Beyond pediatricians and neurologists, Pompe disease patients in our study first encountered also physical therapists, general practitioners, and orthopedists. These professions have so far not been and could in the future be taken into account as target groups for awareness‐raising campaigns in Pompe disease.20

All patients finally received their correct diagnosis in a center with expertise in metabolic or neuromuscular diseases. The proportion of patients directly referred to an expert center varied substantially, dependent on the HCP seen first (18% direct referral by neurologists to 57% by pediatricians) (Figure 2). This effect is of course confounded with age, disease presentation, and progression.

Yet generally, direct referral is associated with a substantially shorter delay even if the referral diagnosis is wrong or unclear. Thus it seems worth considering a strategic shift by complementing awareness‐raising campaigns for involved medical disciplines (with only limited success in the past14) with actions facilitating early referral to expert centers.

As rare diseases generally share the challenge of diagnostic delay, the now increasingly established centers for rare diseases, which offer interdisciplinary expertise for many rare diseases under one umbrella, could become key players in this approach.

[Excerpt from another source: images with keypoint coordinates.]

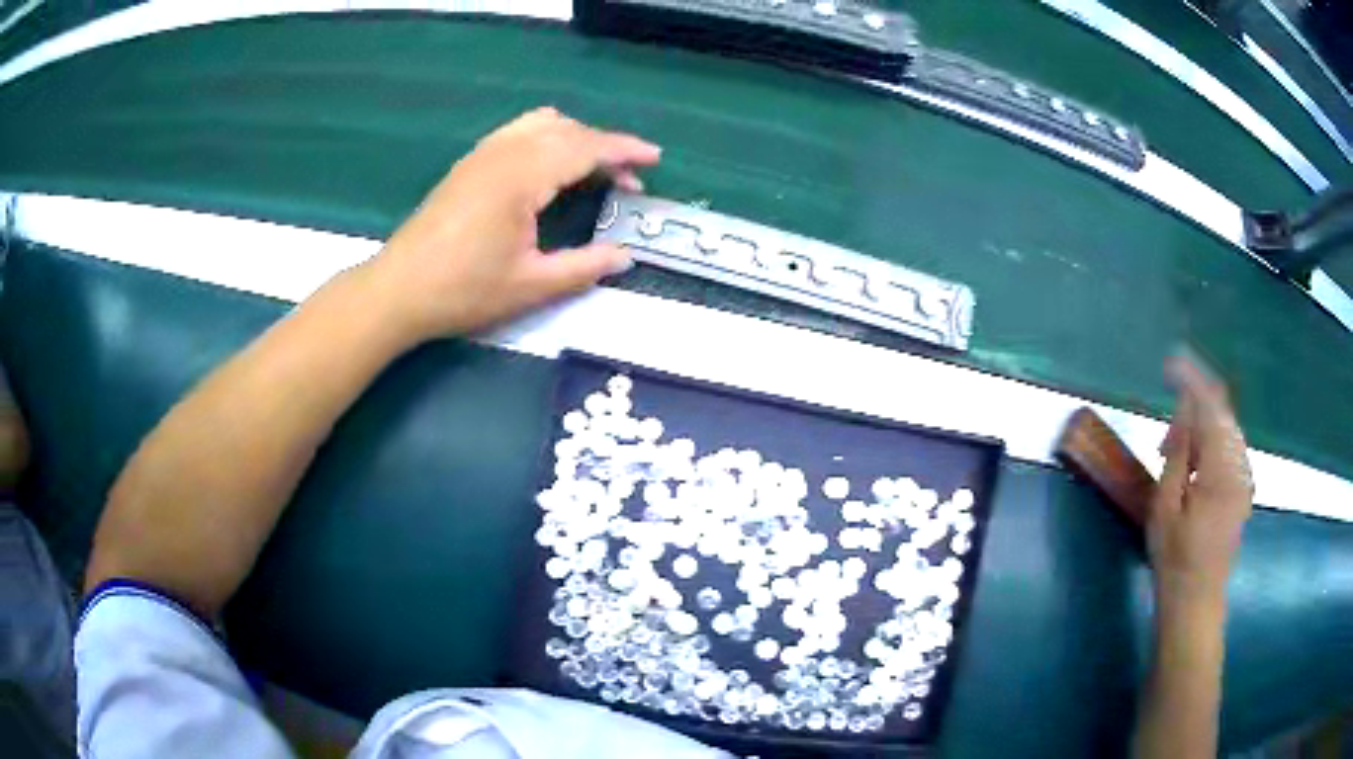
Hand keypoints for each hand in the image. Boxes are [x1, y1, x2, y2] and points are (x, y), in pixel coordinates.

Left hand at [368, 108, 660, 340]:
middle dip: (605, 148)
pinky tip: (549, 165)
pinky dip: (547, 137)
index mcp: (522, 176)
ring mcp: (482, 154)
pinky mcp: (469, 163)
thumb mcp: (531, 286)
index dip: (624, 150)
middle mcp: (504, 152)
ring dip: (575, 138)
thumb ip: (585, 267)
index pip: (585, 147)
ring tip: (594, 169)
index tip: (655, 158)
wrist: (398, 290)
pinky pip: (518, 131)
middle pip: (567, 131)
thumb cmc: (463, 291)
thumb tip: (626, 257)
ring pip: (542, 124)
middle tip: (629, 180)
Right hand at [1148, 356, 1253, 613]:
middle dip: (1193, 410)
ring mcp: (1244, 477)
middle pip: (1221, 414)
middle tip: (1163, 439)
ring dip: (1199, 430)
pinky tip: (1190, 468)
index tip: (1170, 363)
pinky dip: (1208, 445)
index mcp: (1222, 469)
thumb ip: (1179, 450)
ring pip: (1225, 430)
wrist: (1196, 602)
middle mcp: (1240, 465)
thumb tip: (1185, 404)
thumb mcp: (1166, 505)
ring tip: (1172, 456)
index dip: (1192, 379)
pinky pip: (1228, 449)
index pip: (1212, 405)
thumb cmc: (1174, 559)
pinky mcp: (1242, 488)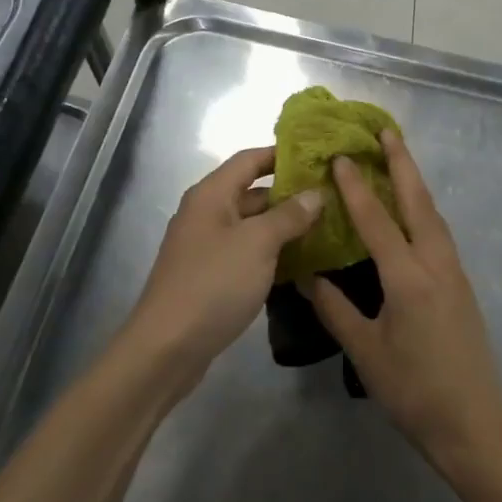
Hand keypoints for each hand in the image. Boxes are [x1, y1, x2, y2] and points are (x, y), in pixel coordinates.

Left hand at [118, 147, 322, 390]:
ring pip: (252, 225)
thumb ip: (289, 215)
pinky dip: (272, 252)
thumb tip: (315, 193)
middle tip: (332, 196)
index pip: (250, 159)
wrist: (168, 347)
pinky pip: (247, 252)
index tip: (319, 156)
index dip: (283, 154)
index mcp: (211, 195)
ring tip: (327, 226)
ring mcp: (207, 246)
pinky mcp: (211, 276)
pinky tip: (302, 261)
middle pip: (252, 192)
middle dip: (291, 193)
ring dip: (285, 225)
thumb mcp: (258, 243)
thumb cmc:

Our exploratory study is limited by its small sample size and the retrospective survey methodology. Yet, the participation of small, medium size, and large centers from three countries, the use of information retrieved independently from patients/parents and experts and the overall consistency of key data with larger studies indicate sufficient internal and external validity.

CONCLUSION

To our knowledge, this is the first systematic investigation on the diagnostic odyssey in IOPD and LOPD, which assesses the patients' as well as the expert's perspective. In conclusion, our study not only corroborates the substantial diagnostic delay in Pompe disease from previous publications,14, 15, 16, 17 but it gives clues toward an improved strategy to facilitate early diagnosis of Pompe disease, which aims for early referral of patients with unspecific symptoms to expert centers.

CONFLICT OF INTERESTS

The authors of this manuscript declare no conflict of interests but disclose the following:

FBL has received honoraria and travel reimbursement from Actelion, BioMarin, Merck Serono, Sanofi Genzymem and Shire. AM has no conflict of interest. MR has received speaker honoraria from Genzyme and Shire. JH has received travel expenses from Shire, Sanofi/Genzyme, and Biomarin as well as honoraria from Shire. Her institute has received research/education funding from Shire. EM has received honoraria and/or consulting fees from Actelion, Alexion, BioMarin, Orphazyme, Sanofi Genzyme, and Shire. SG received travel expenses for presentations given at medical conferences, by Genzyme/Sanofi, Alexion, and Shire. TH received speakers' honoraria and travel reimbursement from Genzyme Switzerland. KR received honoraria as a consultant and an unrestricted research grant (not related to the present work) by Genzyme/Sanofi. He also received honoraria and travel expenses for presentations given at medical conferences by Genzyme/Sanofi and Shire. NK has received consulting fees from BioMarin, Sanofi Genzyme, and Shire. MH has received speaker honoraria from Genzyme, SOBI, and Shire and an unrestricted research grant (not related to the present work) from Nutricia Metabolics.

INFORMED CONSENT

All procedures followed were in accordance with the ethical standards of the responsible committee on human experimentation (institutional and national) and with the Helsinki Declaration of 1975, as revised in 2000 (5).

ANIMAL RIGHTS

This article does not contain any studies with animals performed by any of the authors.

AUTHOR CONTRIBUTIONS

M.H., F.B.L., A.M. developed the concept and design, acquired data, performed analysis and interpretation of data, and wrote and finalized the manuscript. M.R., J.H., E.M., S.G., T.H., K.R., and N.K. acquired and interpreted the data, critically revised and approved the manuscript.